PBSA…as in Paul B Smith Academy? Betcha not too many other people know that acronym!
Blessings
Tim S. PBSA ‘91
oops my comment above re PBSA was meant to respond to Paul Morrison’s comment - it won’t make any sense to anyone otherwise - sorry!
And Tim - thanks for the great post - so interesting to hear how our Father drew you to Jesus! Petra & Peretti were great influences on me too - The Beyond Belief album is still an old favourite of mine.
Yes Tim, I went to PBSA. If you find your graduating yearbook you’ll find me among the grade niners.
I think your brother Scott was in my class.
Interesting to hear about your formative years, Tim.
I understand that it sometimes takes “getting outside of the box” from a person’s upbringing to bring him to commitment to Christ. But, knowing who your pastor was in Ancaster, and being very familiar with his preaching, I don’t think that it is really fair to say that the church never called you to repentance. Could it be that you were not listening? I know I wasn’t at that age…
Thanks for your work on the blog - I always profit from it.
Hi Paul, yes I thought I remembered your name from my brother’s class.Blessings!Tim
This brings back a lot of memories for me too! When you first brought Petra home, I thought it was the weirdest music I’d ever heard…Christian rock? I couldn’t get my mind around it!;)
Well, you influenced the whole family in a great way the day you brought home that music cause not long after, we got into Keith Green,etc and I still have a soft spot now for Petra!:)
And the Aileen story…that will live in infamy I suppose?;)
Hi, I came across your website through your sister, Susanna. This Present Darkness was also kind of a turning point in my Christian life, as was contemporary Christian music (though I couldn’t get the FM station, so I listened to less “hardcore” artists on AM like 4Him, Steve Green, the Praise Band, etc.). Thanks for sharing your story :)
I love Whitecross too. Petra (Beyond Belief) was my first Christian Rock album and I have collected most of their stuff. Yes, some is silly, but some of their lyrics really spoke to me and I’m still surprised at how much theology is there in some of this rock music that I never noticed until later.
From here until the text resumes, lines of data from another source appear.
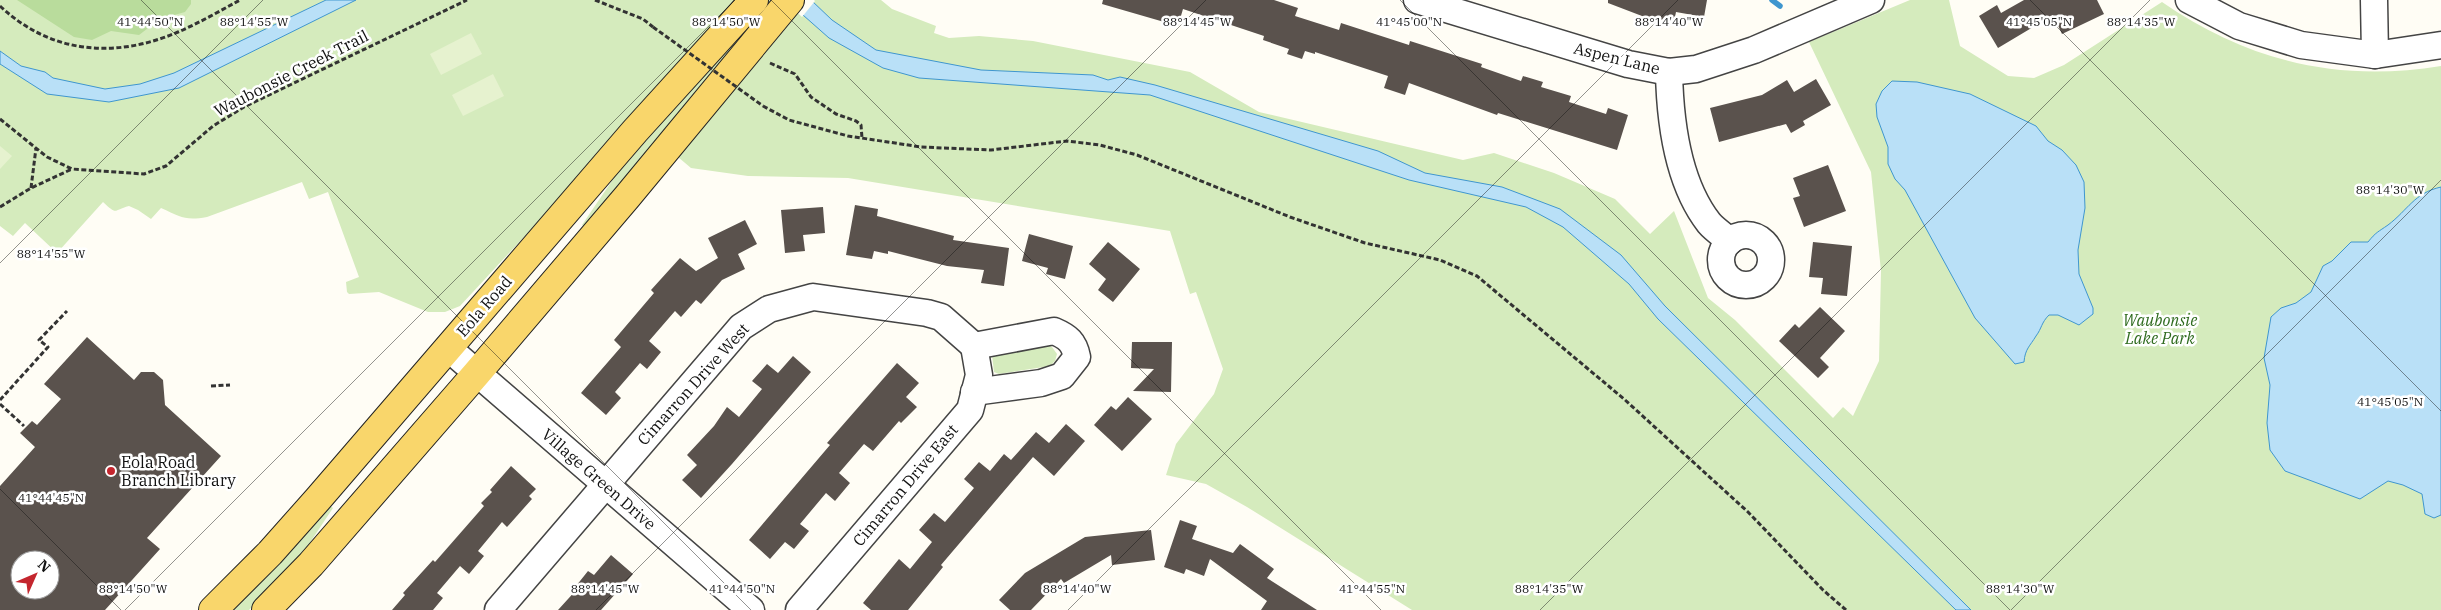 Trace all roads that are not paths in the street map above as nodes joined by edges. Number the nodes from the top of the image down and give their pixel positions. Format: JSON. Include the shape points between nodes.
{"nodes":[{"id":1,"x":790,"y":0,"type":"edge"},
{"id":2,"x":1417,"y":0,"type":"edge"},
{"id":3,"x":1871,"y":0,"type":"edge"},
{"id":4,"x":2189,"y":0,"type":"edge"},
{"id":5,"x":2374,"y":0,"type":"edge"},
{"id":6,"x":752,"y":2,"type":"edge"},
{"id":7,"x":2441,"y":45,"type":"edge"},
{"id":8,"x":2375,"y":55,"type":"junction"},
{"id":9,"x":1669,"y":72,"type":"junction"},
{"id":10,"x":1730,"y":241,"type":"dead end"},
{"id":11,"x":974,"y":346,"type":"junction"},
{"id":12,"x":448,"y":348,"type":"junction"},
{"id":13,"x":477,"y":373,"type":"junction"},
{"id":14,"x":974,"y":392,"type":"junction"},
{"id":15,"x":605,"y":485,"type":"junction"},
{"id":16,"x":213,"y":610,"type":"edge"},
{"id":17,"x":266,"y":610,"type":"edge"},
{"id":18,"x":498,"y":610,"type":"edge"},
{"id":19,"x":751,"y":610,"type":"edge"},
{"id":20,"x":799,"y":610,"type":"edge"}],
"edges":[{"from":1,"to":13,"type":"main road"},
{"from":2,"to":9,"type":"street","name":"Aspen Lane","via":[[1628,64]]},
{"from":3,"to":9,"type":"street","name":"Aspen Lane","via":[[1754,50],[1696,69]]},
{"from":4,"to":8,"type":"street","via":[[2239,26],[2275,39],[2321,49]]},
{"from":5,"to":8,"type":"street"},
{"from":6,"to":12,"type":"main road","name":"Eola Road","via":[[635,131]]},
{"from":7,"to":8,"type":"street"},
{"from":9,"to":10,"type":"street","via":[[1672,128],[1688,181],[1702,213]]},
{"from":11,"to":14,"type":"street","name":"Cimarron Drive East","via":[[979,375]]},
{"from":11,"to":14,"type":"street","via":[[1054,331],[1066,336],[1077,357],[1062,376],[1042,383]]},
{"from":11,"to":15,"type":"street","name":"Cimarron Drive West","via":[[941,317],[927,313],[813,297],[780,304],[753,317],[741,327]]},
{"from":12,"to":13,"type":"street","name":"Village Green Drive"},
{"from":12,"to":16,"type":"main road","name":"Eola Road","via":[[270,553]]},
{"from":13,"to":15,"type":"street","name":"Village Green Drive"},
{"from":13,"to":17,"type":"main road","via":[[311,564]]},
{"from":14,"to":20,"type":"street","name":"Cimarron Drive East","via":[[970,410]]},
{"from":15,"to":18,"type":"street","name":"Cimarron Drive West"},
{"from":15,"to":19,"type":"street","name":"Village Green Drive"}]} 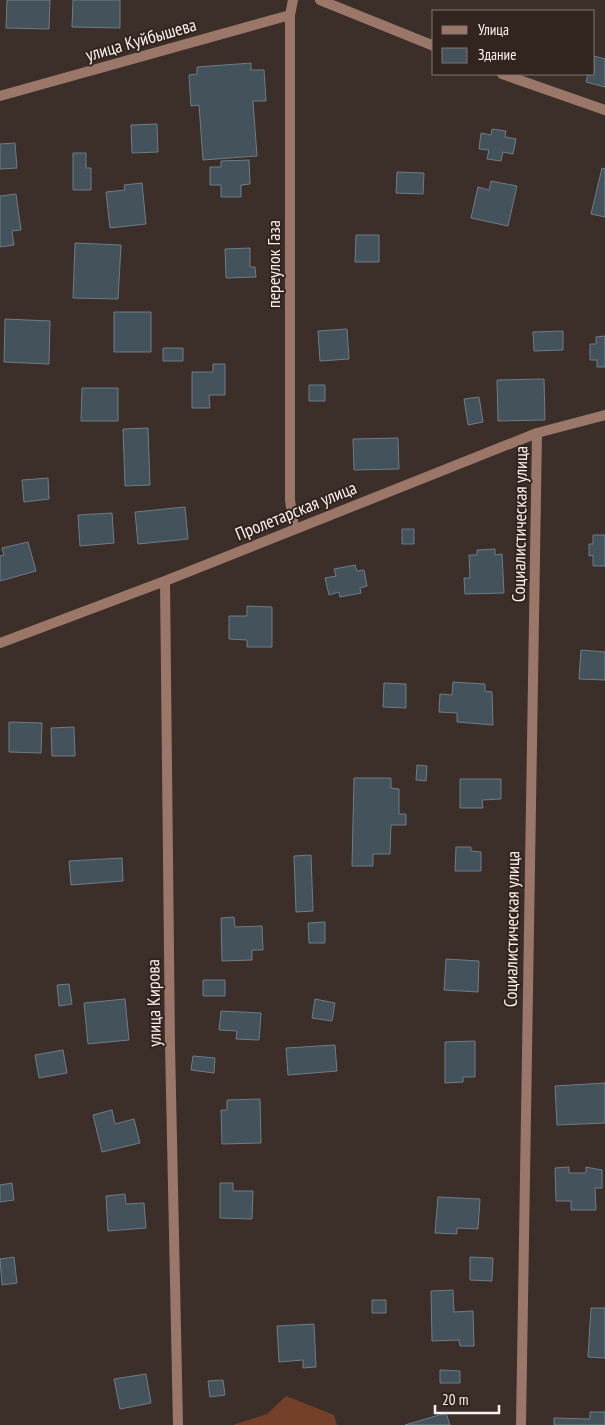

Looking forward to hearing a bit more, although Aileen’s comment needs some more context… ;-)
Here I thought my husband was the only one who became a Christian by the book “This Present Darkness.” AWESOME.
Tim-
Great story.
I thought that maybe you would reveal it in today’s installment, but I’m wondering what it was that you would have “told anyone” about that Aileen would “absolutely kill you” for. I thought it must have something to do with the “sudden look of recognition”, but you don’t give any clues about how she might have previously known you in order to have recognized you.
Maybe you will reveal it in tomorrow’s installment. Or, maybe you won’t reveal it at all. That’s your prerogative. It’s certainly personal information, although you did put it out there to get my curiosity aroused!
-Scott
Nice to read you had so much Dutch influence in your life ;)I am from The Netherlands and your blog is one I read every day :)
How about, “Stryper”? I saw them in concert in 1989. They always reminded me of heavy metal bumblebees.
Petra, WhiteCross, PFR…Audio adrenaline..”Beyond Belief, Beyond Belief” (still ringing in my ears) :)
Hi, I am studying in Edinburgh, which church in Edinburgh did you attend?